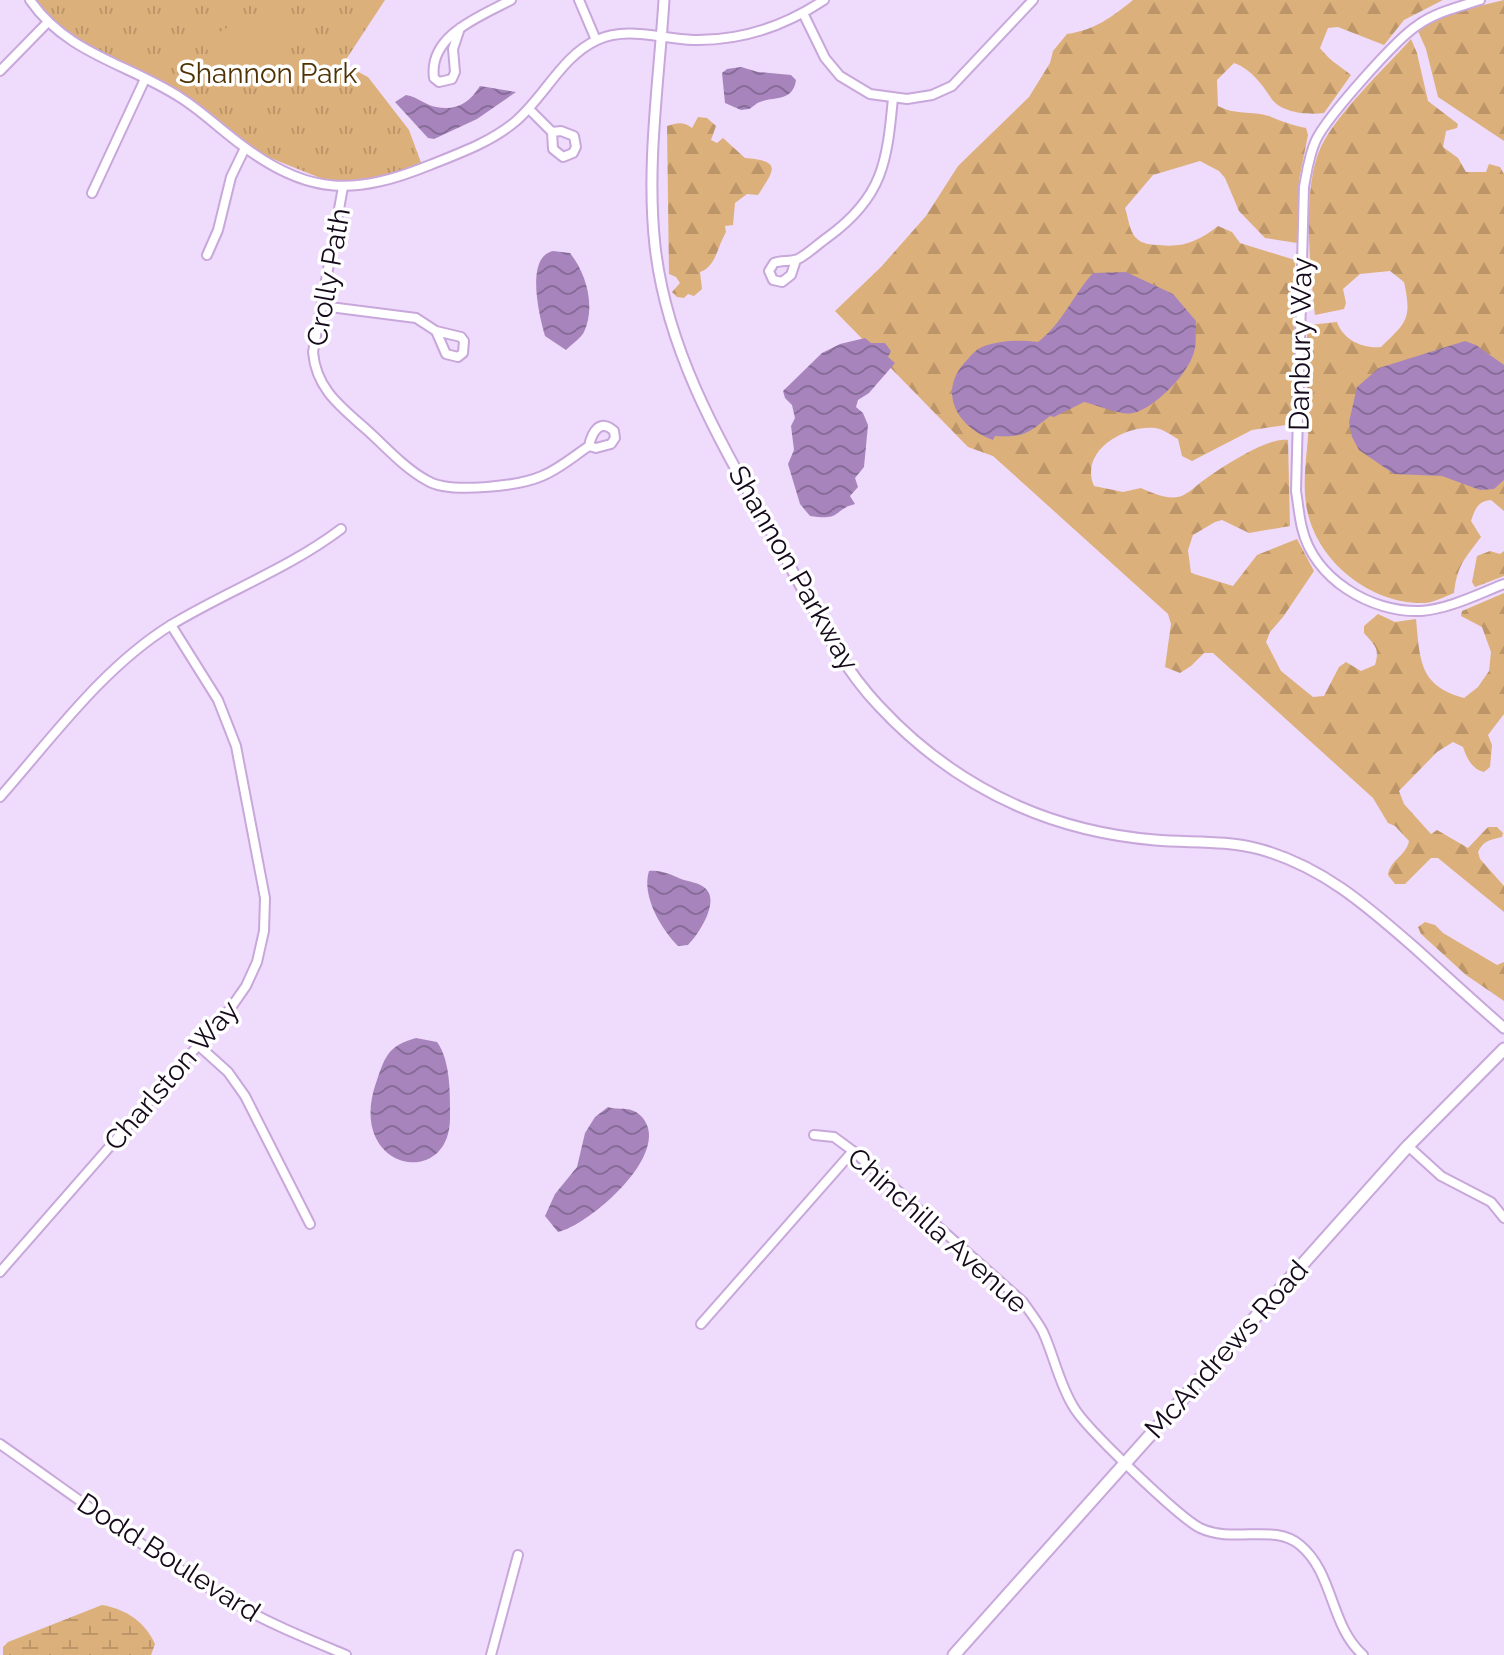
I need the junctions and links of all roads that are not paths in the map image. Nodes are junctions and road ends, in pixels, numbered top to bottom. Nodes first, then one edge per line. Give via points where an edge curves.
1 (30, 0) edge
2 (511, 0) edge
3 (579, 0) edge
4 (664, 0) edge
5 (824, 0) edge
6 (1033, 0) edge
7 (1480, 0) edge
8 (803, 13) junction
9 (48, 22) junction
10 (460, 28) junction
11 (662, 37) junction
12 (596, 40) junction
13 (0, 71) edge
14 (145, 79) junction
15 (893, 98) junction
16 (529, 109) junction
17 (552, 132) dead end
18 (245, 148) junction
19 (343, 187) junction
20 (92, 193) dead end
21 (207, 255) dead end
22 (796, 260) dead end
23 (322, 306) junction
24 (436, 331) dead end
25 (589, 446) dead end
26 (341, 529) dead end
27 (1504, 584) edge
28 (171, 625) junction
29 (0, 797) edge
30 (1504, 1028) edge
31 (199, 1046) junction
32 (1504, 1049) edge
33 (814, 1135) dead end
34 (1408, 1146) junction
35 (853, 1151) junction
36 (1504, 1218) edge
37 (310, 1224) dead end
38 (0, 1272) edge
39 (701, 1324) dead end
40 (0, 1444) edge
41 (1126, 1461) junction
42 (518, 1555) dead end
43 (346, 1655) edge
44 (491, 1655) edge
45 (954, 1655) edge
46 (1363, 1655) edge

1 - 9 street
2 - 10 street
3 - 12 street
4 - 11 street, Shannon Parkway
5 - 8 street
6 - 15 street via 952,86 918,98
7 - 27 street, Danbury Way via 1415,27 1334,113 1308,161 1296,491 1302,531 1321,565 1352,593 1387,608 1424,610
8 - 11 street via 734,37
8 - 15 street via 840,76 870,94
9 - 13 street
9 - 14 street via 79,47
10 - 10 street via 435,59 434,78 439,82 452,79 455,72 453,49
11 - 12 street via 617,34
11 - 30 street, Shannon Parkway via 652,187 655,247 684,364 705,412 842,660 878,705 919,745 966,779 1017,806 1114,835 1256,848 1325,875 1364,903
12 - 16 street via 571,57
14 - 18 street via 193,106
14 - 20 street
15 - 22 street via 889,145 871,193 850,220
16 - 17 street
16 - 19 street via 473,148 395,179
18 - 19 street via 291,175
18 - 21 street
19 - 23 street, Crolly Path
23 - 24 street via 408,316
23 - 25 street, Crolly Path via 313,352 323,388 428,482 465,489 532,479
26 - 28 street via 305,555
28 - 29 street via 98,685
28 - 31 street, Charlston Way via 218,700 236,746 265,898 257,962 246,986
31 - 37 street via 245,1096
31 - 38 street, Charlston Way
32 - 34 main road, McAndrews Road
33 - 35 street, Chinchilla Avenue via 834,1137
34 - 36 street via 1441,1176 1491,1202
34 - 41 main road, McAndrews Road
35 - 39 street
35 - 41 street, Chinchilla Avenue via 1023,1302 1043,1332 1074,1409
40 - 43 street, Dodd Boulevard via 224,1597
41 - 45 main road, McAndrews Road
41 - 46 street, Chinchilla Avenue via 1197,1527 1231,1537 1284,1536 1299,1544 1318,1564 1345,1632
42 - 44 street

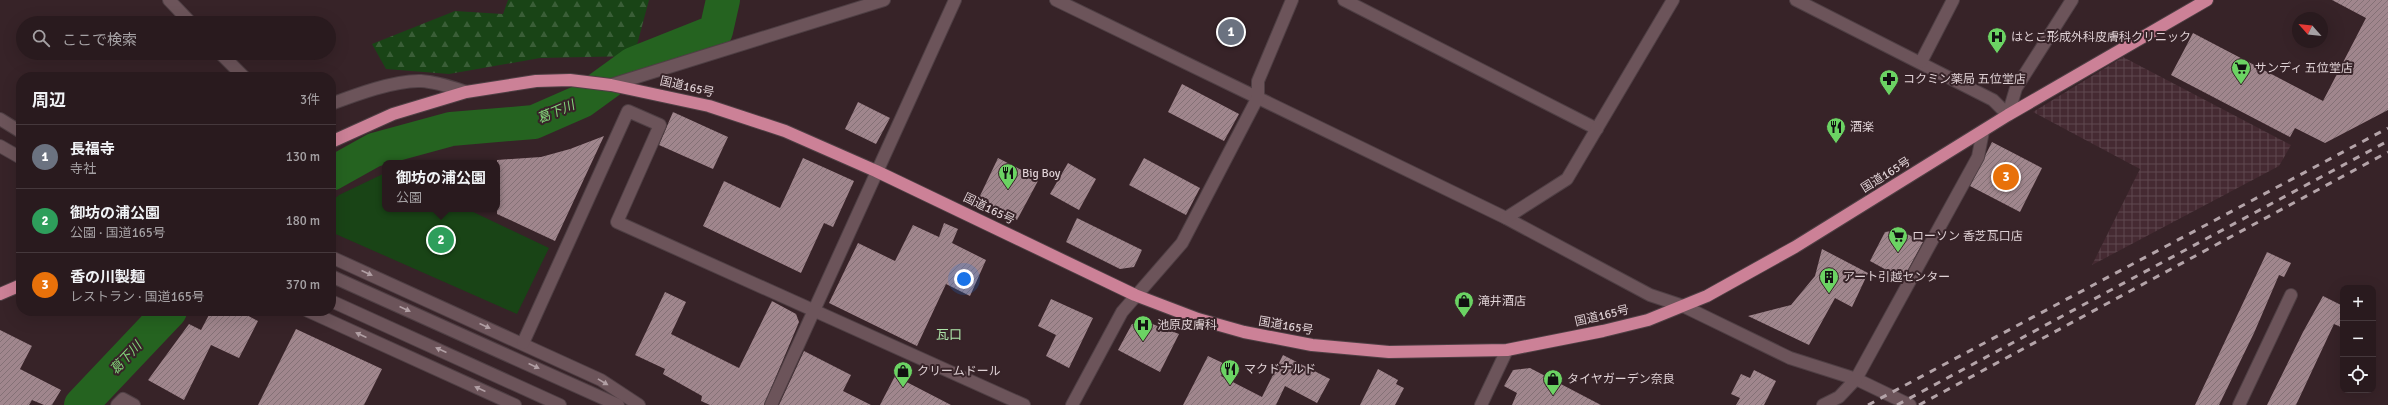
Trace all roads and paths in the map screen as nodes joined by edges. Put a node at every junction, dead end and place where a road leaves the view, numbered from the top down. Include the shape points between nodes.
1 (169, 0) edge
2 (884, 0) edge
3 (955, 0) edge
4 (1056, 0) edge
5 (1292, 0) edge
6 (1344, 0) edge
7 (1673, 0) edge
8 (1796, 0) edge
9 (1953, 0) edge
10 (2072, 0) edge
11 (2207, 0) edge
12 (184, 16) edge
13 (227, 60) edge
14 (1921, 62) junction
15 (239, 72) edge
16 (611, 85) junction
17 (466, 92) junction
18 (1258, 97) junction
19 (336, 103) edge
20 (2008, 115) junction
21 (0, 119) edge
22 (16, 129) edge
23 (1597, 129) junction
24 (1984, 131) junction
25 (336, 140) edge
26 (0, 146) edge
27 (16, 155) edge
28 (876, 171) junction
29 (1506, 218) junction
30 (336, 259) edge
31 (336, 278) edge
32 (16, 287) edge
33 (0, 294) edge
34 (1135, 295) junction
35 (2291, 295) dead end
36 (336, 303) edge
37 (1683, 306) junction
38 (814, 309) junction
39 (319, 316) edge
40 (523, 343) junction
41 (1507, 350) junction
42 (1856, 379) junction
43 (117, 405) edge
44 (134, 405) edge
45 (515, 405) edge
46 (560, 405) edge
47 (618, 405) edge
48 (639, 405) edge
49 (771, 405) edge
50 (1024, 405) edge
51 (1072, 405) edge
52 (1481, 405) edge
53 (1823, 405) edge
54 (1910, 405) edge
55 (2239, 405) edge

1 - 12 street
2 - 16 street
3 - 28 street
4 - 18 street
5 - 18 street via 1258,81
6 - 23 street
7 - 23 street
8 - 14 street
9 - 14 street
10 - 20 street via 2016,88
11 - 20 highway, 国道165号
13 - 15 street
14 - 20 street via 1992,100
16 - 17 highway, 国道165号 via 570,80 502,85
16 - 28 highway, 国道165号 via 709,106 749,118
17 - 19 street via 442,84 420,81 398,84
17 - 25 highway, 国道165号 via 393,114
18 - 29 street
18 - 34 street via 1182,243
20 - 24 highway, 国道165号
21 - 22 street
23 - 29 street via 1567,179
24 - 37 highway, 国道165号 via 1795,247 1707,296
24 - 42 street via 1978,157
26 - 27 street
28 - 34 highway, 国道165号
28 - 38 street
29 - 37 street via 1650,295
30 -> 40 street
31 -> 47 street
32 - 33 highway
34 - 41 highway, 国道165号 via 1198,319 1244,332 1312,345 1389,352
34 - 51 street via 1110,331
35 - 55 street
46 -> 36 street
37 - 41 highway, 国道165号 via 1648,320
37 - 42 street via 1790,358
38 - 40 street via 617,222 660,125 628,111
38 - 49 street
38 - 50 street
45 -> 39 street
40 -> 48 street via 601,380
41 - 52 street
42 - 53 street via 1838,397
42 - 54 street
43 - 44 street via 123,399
_ _ _ _ _ _ _
→ ASSIGNMENT
The lines to return are those in the entries above that include "Parkway".

→ EXERCISE RESPONSE
4 - 11 street, Shannon Parkway
11 - 30 street, Shannon Parkway via 652,187 655,247 684,364 705,412 842,660 878,705 919,745 966,779 1017,806 1114,835 1256,848 1325,875 1364,903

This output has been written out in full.